Надвигался ростовский чемпионат СССР 1969 года. Взрослый. Я ждала его и боялась. Еще бы, ведь там будут героини Мексики — Петрик, Бурда, Турищева, Карасева, Воронина. Слава богу, еще Кучинская решила отдохнуть. Как-то я на их фоне? Шла навстречу чемпионату с тревожным чувством, словно во время поступления в ДЮСШ: вот выйду на помост, а булавка на моем самодельном трико оборвется: осрамлюсь, ох, осрамлюсь, как пить дать, и на весь СССР!
До того как выйти на помост, предстояло перебраться через одну неожиданную бюрократическую преграду. Много разговоров велось вокруг да около нижнего возрастного ценза участниц. Подискутировав, законодатели прежнюю цифру 15 так и не решились уменьшить. Мне к тому времени исполнилось четырнадцать — кому объяснять, кому демонстрировать свою готовность, если: не по-ло-же-но. Кныш тем не менее куда-то съездил, с кем-то поругался, с кем-то договорился. Словом, я топаю безмятежно по Ростову, радуюсь жизни и твердо уверена в одном: если спросят, сколько лет, — должна отвечать “пятнадцать”. Участие в заговоре заметно прибавило мне веса в собственных глазах. Осознавая серьезность момента, я, запершись в гостиничном номере, для полноты перевоплощения порепетировала на разные лады свой ответ. Ничего, осталась довольна искренностью интонаций, только волновалась почему-то очень здорово. Жаль, никто так и не подошел, не спросил.
Чем был для меня первый в спортивной биографии взрослый чемпионат Советского Союза? По моему почти детскому разумению — важными соревнованиями, где необходимо выступить хорошо. Не более того. И хоть я тогда уже научилась делить турниры по степени ответственности (главные, необходимые, второстепенные), но каждый раз жила исключительно сегодняшним днем. Ретроспектива и перспектива на первых порах не тревожили. Выступила хорошо — хорошо, выступила плохо — плохо. Обо всем остальном пусть думает мозговой центр — Кныш.
Для Рена же, как я сейчас понимаю, ростовский чемпионат был Рубиконом, который он решился перейти. Он задумал ударить из всех батарей, выплеснуть на тренеров, судей, болельщиков, специалистов отредактированный, отшлифованный итог самозабвенной пятилетней работы. Мало, считал он, обратить внимание (это сделали уже в Ереване и Москве), в его планы входило ошеломить, удивить, заставить говорить и, главное, заставить поверить в его новую ученицу, в новое направление. У него для того имелись веские аргументы. С высоты прошедших лет я так оцениваю ситуацию.
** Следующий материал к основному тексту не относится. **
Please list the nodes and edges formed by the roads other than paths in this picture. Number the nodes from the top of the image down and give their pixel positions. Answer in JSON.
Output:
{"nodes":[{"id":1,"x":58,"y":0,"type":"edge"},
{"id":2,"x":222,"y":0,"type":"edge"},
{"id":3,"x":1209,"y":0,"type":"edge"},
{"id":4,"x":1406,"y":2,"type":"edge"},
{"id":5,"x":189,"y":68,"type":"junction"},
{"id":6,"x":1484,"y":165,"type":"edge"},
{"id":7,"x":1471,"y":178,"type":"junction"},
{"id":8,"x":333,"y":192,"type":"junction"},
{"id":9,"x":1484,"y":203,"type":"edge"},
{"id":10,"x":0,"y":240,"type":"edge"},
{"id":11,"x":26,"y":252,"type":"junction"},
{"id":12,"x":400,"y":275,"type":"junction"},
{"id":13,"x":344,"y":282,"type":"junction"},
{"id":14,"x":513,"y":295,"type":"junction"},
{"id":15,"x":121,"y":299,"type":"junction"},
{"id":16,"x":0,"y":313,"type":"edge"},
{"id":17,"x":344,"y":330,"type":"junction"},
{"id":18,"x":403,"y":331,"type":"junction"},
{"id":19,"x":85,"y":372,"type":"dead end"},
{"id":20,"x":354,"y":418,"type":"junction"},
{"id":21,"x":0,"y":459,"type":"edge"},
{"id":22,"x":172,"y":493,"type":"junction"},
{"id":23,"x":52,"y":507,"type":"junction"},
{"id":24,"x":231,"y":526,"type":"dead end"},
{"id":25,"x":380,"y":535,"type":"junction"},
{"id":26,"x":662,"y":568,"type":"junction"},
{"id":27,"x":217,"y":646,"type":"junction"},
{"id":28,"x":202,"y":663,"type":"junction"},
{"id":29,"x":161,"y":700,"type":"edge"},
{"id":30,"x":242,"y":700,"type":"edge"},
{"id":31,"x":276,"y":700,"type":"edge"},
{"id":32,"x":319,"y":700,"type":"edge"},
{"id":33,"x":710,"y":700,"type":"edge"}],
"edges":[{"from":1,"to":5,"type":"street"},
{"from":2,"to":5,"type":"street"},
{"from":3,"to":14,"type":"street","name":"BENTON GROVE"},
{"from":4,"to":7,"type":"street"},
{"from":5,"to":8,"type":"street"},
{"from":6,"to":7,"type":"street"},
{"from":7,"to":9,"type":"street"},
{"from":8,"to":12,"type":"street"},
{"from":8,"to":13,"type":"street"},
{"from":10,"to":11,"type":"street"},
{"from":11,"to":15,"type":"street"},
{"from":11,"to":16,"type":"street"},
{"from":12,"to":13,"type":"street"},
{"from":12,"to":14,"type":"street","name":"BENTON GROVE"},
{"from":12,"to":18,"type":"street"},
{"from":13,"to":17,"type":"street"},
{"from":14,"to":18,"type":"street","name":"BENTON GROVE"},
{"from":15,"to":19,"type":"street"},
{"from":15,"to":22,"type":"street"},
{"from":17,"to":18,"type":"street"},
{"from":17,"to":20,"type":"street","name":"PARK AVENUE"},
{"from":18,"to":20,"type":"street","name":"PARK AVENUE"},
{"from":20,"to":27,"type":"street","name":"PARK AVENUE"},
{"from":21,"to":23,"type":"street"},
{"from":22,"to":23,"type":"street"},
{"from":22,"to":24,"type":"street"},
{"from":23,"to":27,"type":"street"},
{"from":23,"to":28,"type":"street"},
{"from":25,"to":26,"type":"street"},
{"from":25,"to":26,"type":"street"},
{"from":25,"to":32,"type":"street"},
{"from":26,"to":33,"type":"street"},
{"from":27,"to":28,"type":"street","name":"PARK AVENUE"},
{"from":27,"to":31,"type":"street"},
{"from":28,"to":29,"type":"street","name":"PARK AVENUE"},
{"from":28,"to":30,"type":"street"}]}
Мы действительно привезли сложнейшую программу. “Петля” и “перемах-перелет” на брусьях, “сальто назад” на бревне, вольные упражнения, нашпигованные акробатикой, в прыжках уже известный, полюбившийся и по-прежнему неожиданный “сгиб-разгиб”. И стиль: не обычный — плавный, лиричный, а резкий, порывистый (“как само время” — напишут в газетах, и мне это сравнение чрезвычайно понравится), где каждый жест летел в водовороте эмоций и был тем не менее эстетичен, управляем, чист и закончен. Во всяком случае, так хотелось думать, и так утверждал Рен.
И еще улыбка (вот сюрприз!) стала предметом всеобщего внимания и обсуждения. Как коньковый шаг на чемпионате мира по лыжному спорту в Зеефельде, как в свое время прыжок фосбюри-флоп. Вот как бывает: вроде бы область изучена и исхожена вдоль и поперек, какие могут быть открытия? Но вдруг взгляд под другим углом и — откровение.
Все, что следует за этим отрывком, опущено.